Under Lewis' leadership, SARDI obtained the research vessel Ngerin, established the SA Aquatic Sciences Centre, refined plans for the Plant Research Centre and supported the development of the Lincoln Marine Science Centre. Lewis was "a major driver" in the establishment of the Marine Innovation South Australia initiative; a collaborative project involving SARDI Aquatic Sciences, Flinders University, the University of Adelaide, the South Australian Museum and the seafood industry with the goal of increasing the value of South Australia's seafood sector.

Lewis retired from SARDI in 2010 but continues to hold an honorary fellowship there.

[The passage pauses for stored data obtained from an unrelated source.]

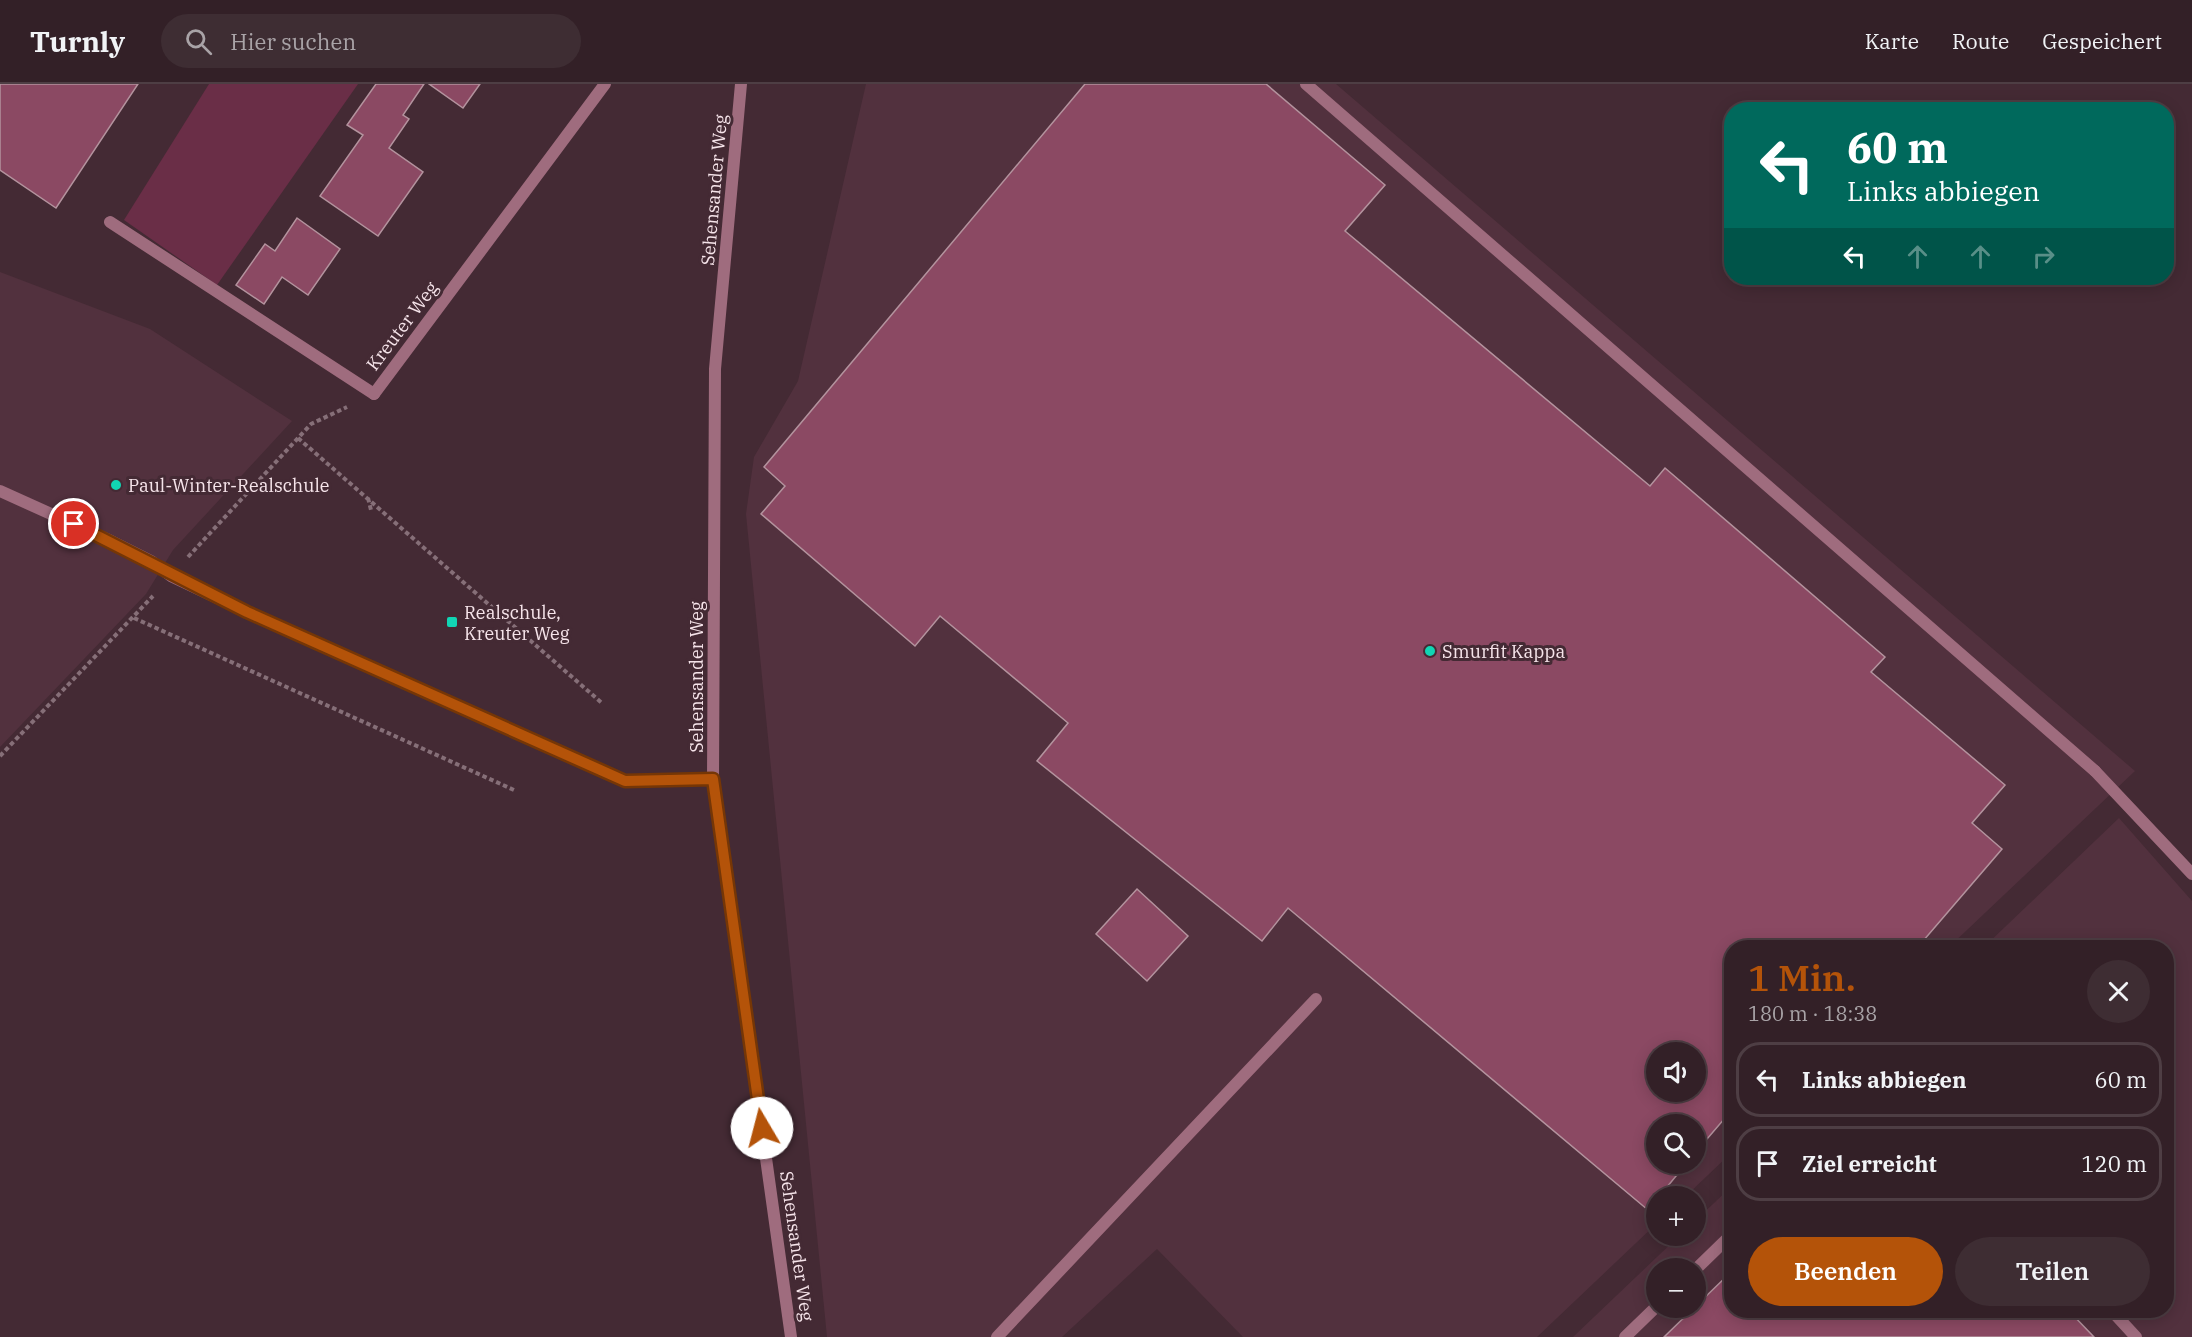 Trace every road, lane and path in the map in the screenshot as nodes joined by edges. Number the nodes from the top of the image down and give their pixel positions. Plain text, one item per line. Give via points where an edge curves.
1 (605, 84) edge
2 (741, 84) edge
3 (1306, 84) edge
4 (110, 222) dead end
5 (298, 438) dead end
6 (0, 491) edge
7 (368, 498) junction
8 (371, 510) dead end
9 (134, 618) dead end
10 (603, 704) dead end
11 (713, 779) junction
12 (513, 790) dead end
13 (2192, 874) edge
14 (1316, 999) dead end
15 (1724, 1242) edge
16 (1706, 1259) edge
17 (1646, 1317) edge
18 (2118, 1318) edge
19 (791, 1337) edge
20 (997, 1337) edge
21 (1625, 1337) edge
22 (2136, 1337) edge

1 - 4 street, Kreuter Weg via 375,394
2 - 11 street, Sehensander Weg via 716,369
3 - 13 street via 2095,771
5 - 7 path
6 - 11 street via 111,541 171,576 247,612 625,781
7 - 8 path
7 - 10 path
9 - 12 path
11 - 19 street, Sehensander Weg
14 - 20 street
15 - 16 street
17 - 21 street
18 - 22 street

He went on to become the independent chair of the Fisheries and Aquaculture National Priorities Forum.

The South Australian Aquatic Biosecurity Centre, a collaboration between the University of Adelaide and SARDI opened in 2011. Lewis was involved in the project as the chair of Marine Innovation South Australia.

He is also a Fellow of the Australian Academy of Technological Sciences and Engineering.

He was awarded a Centenary Medal for services to marine sciences in 2003 and an Australian Honours Public Service Medal for services to primary industries research and development in 2011.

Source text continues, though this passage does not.